### TASK ITEM
When the word "Jimma" appears in a line of the data below, list that line.

━━━━━ RECORDS SHOWN ━━━━━

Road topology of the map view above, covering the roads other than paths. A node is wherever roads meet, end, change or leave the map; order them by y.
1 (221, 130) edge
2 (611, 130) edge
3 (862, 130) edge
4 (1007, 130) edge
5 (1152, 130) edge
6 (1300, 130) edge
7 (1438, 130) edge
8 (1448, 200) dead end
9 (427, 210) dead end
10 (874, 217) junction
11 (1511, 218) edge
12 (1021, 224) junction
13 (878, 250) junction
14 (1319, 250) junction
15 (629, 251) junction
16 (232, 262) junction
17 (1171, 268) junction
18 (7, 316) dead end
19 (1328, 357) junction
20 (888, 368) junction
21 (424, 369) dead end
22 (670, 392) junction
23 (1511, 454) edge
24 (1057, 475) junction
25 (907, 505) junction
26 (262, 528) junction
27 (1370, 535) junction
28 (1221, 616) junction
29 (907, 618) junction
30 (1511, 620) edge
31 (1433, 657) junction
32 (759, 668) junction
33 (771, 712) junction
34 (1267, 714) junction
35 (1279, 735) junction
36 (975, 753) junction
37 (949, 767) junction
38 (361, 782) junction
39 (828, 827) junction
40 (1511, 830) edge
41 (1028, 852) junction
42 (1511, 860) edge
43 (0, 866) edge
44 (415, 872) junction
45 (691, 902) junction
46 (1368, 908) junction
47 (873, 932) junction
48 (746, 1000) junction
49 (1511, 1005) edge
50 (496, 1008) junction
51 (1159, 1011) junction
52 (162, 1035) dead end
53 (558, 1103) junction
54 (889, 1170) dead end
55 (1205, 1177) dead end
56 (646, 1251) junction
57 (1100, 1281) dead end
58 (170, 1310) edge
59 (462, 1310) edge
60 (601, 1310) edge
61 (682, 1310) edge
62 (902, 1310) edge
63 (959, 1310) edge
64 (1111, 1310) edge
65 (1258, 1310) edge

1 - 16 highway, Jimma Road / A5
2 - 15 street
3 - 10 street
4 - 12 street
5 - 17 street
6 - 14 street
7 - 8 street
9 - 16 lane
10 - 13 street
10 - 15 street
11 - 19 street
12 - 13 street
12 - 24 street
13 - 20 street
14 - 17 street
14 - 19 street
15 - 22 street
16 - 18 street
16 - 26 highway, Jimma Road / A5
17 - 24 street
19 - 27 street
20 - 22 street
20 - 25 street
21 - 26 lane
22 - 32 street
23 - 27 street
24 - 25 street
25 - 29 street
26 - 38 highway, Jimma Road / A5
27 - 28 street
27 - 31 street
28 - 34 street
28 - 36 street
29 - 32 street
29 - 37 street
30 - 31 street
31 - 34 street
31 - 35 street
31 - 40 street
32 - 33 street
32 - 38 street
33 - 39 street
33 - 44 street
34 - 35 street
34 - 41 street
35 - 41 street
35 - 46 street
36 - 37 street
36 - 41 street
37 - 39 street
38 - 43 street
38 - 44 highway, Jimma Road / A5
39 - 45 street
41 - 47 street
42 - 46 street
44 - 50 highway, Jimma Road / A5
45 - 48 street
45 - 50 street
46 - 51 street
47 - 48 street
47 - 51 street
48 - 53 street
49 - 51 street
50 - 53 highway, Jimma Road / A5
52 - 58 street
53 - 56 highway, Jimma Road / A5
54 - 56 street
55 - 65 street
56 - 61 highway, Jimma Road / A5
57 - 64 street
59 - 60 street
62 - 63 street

━━━━━

### PROBLEM SOLUTION
1 - 16 highway, Jimma Road / A5
16 - 26 highway, Jimma Road / A5
26 - 38 highway, Jimma Road / A5
38 - 44 highway, Jimma Road / A5
44 - 50 highway, Jimma Road / A5
50 - 53 highway, Jimma Road / A5
53 - 56 highway, Jimma Road / A5
56 - 61 highway, Jimma Road / A5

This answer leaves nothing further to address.